Angular vs. React – what you'll choose in 2020 if you are starting from scratch? - sitajay
It has been awhile since I did any web development, and the landscape has changed completely. Javascript-based stacks seem to be the name of the game these days. If you were starting from scratch, would you choose Angular or React for a new project with a fairly complex UI? I am an experienced programmer (C++, Java, Python, etc.) but my Javascript skills are basically non-existent. I&#x27;m leaning towards React because it seems simpler and well-supported and I like the idea of also being able to use React.native for phone apps, but I&#x27;m open to other suggestions like Angular.
======
alsoicode
Just my $0.02, but my experience has been that React seems simpler on the
surface, but becomes more difficult to use as your project's complexity grows.

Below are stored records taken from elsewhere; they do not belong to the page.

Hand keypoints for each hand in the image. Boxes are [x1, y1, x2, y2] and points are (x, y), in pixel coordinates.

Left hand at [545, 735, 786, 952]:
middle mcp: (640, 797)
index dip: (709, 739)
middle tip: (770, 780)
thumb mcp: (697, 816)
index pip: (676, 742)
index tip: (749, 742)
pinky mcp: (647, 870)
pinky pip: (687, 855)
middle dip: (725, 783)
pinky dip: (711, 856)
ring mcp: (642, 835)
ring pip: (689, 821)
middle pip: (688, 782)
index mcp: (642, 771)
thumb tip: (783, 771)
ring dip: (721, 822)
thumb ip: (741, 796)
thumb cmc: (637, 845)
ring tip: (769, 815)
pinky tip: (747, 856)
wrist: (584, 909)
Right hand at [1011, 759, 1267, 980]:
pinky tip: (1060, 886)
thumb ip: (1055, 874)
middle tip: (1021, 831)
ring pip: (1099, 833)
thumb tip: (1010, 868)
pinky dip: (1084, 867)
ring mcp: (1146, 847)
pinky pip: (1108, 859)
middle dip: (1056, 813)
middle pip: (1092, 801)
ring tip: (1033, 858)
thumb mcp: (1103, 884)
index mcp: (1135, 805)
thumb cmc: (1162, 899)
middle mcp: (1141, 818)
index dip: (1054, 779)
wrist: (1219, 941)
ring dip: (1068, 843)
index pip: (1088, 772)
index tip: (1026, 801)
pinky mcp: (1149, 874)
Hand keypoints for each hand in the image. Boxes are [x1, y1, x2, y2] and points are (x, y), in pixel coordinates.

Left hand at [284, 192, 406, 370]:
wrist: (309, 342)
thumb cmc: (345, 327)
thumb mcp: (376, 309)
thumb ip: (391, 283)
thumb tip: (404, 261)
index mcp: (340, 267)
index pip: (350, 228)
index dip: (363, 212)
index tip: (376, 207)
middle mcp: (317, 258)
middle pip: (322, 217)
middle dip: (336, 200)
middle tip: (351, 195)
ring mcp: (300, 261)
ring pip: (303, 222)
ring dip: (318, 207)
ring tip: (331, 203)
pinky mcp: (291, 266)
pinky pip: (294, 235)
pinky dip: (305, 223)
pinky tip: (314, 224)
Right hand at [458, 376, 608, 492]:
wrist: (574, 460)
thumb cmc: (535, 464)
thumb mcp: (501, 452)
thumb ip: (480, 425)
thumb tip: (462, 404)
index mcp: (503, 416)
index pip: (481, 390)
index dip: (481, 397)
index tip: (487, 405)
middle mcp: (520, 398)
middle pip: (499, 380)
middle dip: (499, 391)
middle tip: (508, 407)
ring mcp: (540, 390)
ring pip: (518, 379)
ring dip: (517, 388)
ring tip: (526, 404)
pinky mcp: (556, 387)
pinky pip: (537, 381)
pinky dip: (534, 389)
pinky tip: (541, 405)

Angular appears to be more difficult on the surface, but its facilities like
dependency injection, routing and form validation make your life a lot easier
as your project gets more complicated.

The two frameworks are really designed to solve different problems, so doing
an apples-to-apples comparison isn't really possible, although people like to
do that.

Angular is designed to be a complete SPA framework, with everything you need
included, except for Redux-like behavior, so you'll probably add Ngrx (or
similar).

With React, you have to choose all of the bits and pieces yourself and hope
everything works together. If you end up doing this over and over, and you're
choosing the same things over and over, you are in fact creating your own
framework.

If you need a mobile solution as well, there is NativeScript + Angular, which
will allow you to continue working in TypeScript and Angular for the most
part, but like any Compile-To-Native solution, it has slight differences to
web development.

After working with Angular and React on non-trivial projects over the past 4
years, I will choose Angular 10/10 for its TypeScript underpinnings,
consistency (since v4), huge number of built-in features and peace of mind
that everything works together.

Yes Angular is opinionated. No, Angular build artifacts are not as small as
React. With everything, there are trade-offs. With each framework, you'll find
a huge network of highly competent, supportive developers to help you along
the way.

It really just comes down to which style of development suits your style, and
which one you feel will best fill the needs of your client's project goals,
even if that client is yourself :)

------
alexrzem
VueJS ( [https://vuejs.org](https://vuejs.org) )